One such was owned by Joseph Lochner, who challenged the law, prevailing in the Supreme Court, 5 to 4. The majority said “clean and wholesome bread” does not depend on limiting workers’ hours: Workers are “in no sense wards of the state,” and there is no evidence that baking is an especially unhealthful profession, so the law was an unconstitutional “interference” with an unenumerated right of individuals, the liberty of contract.

The main dissent radiated progressivism’s statism and paternalism: Government may limit working hours lest workers damage their “physical and mental capacity to serve the State, and to provide for those dependent upon them.” In another dissent, ultimately famous and hugely influential, Oliver Wendell Holmes, whose judicial restraint often expressed his dogmatic majoritarianism, defended “the right of a majority to embody their opinions in law.” He said liberty should not be construed “to prevent the natural outcome of a dominant opinion.”

Princeton’s president, Woodrow Wilson, agreed, dismissing “the inalienable rights of the individual” as “nonsense” inimical to government’s ability to efficiently work its progressive will.
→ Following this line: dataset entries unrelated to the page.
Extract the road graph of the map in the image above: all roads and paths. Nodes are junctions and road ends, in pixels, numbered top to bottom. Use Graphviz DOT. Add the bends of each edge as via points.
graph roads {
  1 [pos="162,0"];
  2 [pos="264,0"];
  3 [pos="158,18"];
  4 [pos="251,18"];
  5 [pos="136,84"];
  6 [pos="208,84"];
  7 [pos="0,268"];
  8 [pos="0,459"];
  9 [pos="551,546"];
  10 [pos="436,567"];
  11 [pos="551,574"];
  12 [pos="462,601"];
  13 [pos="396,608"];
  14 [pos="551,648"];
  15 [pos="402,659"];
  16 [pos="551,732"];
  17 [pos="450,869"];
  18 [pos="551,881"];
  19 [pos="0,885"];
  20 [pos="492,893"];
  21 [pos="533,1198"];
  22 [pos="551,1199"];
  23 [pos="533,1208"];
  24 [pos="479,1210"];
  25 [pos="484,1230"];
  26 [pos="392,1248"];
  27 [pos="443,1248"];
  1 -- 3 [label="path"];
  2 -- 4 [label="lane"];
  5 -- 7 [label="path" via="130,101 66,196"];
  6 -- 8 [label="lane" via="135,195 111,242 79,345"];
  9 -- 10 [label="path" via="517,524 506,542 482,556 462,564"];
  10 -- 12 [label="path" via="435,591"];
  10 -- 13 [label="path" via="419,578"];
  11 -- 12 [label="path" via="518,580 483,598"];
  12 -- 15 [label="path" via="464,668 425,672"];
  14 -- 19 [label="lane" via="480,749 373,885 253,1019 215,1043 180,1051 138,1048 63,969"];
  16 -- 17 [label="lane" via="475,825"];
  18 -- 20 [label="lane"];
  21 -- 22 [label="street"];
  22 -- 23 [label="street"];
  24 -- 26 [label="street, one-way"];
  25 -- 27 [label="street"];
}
So much for the idea that one of the Constitution’s primary purposes is the protection of individual rights against majority tyranny.

Progressives celebrated Holmes’s gift to government of almost untrammeled police powers. He said courts should defer to economic regulations because the Constitution does not “embody a particular economic theory.” Thus began liberals’ distortion of Lochner as expressing the court’s commitment to laissez-faire doctrine.